Supplied entries.
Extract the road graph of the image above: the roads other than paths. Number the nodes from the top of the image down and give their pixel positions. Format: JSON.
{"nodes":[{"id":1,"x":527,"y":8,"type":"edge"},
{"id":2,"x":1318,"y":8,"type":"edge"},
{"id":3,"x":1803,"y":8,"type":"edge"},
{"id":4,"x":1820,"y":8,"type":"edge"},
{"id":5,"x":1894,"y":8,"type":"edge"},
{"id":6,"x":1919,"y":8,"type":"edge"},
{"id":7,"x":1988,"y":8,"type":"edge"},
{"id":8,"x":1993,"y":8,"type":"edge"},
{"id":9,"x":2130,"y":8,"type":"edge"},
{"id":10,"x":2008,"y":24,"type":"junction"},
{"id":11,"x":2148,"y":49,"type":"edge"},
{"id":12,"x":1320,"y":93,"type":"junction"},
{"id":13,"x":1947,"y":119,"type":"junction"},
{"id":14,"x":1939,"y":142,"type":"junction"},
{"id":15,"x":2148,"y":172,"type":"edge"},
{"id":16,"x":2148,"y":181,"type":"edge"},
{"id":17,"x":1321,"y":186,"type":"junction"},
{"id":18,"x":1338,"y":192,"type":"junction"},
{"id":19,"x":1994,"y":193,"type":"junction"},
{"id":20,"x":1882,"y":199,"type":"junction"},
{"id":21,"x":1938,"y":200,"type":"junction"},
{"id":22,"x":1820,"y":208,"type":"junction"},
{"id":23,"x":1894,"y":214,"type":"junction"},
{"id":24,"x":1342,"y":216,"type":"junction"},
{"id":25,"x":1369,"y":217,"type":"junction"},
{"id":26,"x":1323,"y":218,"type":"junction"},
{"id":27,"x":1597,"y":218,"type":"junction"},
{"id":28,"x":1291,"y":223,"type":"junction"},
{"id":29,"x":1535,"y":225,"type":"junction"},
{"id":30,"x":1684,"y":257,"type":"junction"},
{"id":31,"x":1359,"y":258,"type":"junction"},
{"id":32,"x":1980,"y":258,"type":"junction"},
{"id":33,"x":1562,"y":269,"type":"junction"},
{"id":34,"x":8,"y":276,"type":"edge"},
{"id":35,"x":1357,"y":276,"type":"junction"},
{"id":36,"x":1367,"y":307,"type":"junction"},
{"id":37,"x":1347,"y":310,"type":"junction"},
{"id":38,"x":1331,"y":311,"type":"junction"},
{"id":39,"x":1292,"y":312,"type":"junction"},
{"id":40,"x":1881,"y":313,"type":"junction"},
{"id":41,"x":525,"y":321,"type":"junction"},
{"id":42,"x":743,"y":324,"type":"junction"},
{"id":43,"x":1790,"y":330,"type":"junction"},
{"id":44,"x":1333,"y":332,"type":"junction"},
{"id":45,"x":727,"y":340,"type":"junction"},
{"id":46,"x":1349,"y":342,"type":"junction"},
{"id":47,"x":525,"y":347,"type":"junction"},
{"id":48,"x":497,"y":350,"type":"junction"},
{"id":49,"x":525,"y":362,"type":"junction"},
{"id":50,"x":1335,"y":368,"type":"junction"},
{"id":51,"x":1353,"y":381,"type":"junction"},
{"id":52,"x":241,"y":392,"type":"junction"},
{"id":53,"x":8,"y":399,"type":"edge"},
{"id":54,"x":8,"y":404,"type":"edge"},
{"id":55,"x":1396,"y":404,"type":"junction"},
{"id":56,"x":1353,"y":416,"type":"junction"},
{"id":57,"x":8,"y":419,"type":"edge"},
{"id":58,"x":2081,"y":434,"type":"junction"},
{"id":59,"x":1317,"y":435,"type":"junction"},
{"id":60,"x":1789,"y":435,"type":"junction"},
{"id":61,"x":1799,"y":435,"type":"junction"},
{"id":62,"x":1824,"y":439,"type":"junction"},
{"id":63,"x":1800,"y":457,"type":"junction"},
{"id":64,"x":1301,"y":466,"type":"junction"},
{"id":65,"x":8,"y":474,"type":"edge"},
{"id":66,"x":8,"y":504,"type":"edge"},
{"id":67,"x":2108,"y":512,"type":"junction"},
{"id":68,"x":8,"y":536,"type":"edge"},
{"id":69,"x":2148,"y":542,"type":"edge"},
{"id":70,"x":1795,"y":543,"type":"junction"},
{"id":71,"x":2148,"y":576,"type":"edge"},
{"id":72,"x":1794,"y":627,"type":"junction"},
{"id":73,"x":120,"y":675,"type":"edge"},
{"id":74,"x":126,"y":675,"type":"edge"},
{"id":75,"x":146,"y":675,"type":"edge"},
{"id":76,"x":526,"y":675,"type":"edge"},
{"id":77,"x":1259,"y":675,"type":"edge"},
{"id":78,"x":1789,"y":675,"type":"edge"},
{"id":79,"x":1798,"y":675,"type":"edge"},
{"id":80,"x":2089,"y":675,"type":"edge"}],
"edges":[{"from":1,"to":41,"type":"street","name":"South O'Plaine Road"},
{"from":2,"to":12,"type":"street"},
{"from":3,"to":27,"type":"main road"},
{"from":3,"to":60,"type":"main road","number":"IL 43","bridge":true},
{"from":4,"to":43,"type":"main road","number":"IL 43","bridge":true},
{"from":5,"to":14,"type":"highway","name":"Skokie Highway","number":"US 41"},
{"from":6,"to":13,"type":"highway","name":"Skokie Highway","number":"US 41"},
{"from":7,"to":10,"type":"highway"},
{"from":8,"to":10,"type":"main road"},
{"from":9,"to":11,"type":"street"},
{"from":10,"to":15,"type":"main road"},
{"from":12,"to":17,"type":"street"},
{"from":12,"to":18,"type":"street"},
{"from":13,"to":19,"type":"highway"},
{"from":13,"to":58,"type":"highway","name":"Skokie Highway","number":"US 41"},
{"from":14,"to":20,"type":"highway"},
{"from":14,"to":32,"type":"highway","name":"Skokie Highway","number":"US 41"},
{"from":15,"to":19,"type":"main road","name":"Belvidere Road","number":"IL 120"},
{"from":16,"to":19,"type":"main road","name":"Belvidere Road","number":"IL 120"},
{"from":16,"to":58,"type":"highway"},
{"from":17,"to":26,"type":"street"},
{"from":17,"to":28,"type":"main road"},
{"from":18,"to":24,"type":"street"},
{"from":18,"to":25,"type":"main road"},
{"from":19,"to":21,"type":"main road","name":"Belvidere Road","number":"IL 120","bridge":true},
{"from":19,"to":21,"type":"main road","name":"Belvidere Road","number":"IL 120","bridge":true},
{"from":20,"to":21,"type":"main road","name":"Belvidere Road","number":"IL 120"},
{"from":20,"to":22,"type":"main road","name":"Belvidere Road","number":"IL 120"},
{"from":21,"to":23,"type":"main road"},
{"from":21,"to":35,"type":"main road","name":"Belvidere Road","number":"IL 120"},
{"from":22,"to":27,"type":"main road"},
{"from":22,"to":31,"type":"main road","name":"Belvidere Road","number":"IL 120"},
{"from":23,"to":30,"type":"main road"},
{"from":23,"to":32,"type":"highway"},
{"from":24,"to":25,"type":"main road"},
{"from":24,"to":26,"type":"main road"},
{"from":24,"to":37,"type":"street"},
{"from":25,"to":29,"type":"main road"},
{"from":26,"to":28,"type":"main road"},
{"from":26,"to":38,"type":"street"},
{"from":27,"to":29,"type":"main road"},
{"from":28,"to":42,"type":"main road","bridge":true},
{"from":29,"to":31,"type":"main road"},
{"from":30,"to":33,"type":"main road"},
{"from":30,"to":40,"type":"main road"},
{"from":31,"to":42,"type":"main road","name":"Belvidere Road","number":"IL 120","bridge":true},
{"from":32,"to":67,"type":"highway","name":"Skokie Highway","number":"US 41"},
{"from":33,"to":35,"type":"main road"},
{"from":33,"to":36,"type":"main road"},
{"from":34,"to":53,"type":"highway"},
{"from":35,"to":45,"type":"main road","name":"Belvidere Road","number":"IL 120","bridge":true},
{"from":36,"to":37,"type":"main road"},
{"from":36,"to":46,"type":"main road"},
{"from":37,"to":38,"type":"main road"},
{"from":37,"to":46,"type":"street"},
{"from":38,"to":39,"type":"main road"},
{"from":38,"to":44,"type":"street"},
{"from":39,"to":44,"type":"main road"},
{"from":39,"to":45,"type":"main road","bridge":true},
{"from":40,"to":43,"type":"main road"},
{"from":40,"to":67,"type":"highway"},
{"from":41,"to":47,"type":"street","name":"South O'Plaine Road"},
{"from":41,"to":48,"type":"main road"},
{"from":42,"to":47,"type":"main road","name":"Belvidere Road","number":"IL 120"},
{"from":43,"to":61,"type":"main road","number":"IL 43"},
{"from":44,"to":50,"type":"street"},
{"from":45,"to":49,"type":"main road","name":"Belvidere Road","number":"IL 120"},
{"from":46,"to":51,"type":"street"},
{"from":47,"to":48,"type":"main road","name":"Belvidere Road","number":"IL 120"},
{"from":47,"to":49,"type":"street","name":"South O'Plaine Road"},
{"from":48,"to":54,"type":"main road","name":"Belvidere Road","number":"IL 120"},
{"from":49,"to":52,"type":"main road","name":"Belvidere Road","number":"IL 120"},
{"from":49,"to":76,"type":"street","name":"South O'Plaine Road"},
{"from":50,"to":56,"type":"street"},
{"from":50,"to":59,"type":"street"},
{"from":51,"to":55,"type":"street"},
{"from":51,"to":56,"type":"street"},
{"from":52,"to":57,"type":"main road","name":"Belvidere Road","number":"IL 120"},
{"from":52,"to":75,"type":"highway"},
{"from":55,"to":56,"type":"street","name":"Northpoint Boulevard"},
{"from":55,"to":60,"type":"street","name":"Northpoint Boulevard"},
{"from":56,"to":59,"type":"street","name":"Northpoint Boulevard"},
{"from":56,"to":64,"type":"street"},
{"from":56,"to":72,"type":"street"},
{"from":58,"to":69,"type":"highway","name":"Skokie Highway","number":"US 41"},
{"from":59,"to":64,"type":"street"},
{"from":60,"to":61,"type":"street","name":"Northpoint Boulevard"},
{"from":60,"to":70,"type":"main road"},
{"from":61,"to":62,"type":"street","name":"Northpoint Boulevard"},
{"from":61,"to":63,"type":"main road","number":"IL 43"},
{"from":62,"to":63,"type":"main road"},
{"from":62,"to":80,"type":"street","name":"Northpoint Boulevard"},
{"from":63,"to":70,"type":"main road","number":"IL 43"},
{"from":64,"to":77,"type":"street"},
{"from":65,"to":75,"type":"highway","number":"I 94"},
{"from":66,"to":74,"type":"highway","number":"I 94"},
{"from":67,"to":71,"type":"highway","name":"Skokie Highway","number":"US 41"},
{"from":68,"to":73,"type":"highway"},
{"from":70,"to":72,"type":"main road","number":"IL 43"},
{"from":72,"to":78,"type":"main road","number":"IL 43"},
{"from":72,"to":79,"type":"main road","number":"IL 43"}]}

Problem details.
Return every line from the entries that holds the string "nodes".

Exercise answer.
Extract the road graph of the image above: the roads other than paths. Number the nodes from the top of the image down and give their pixel positions. Format: JSON.
{"nodes":[{"id":1,"x":527,"y":8,"type":"edge"},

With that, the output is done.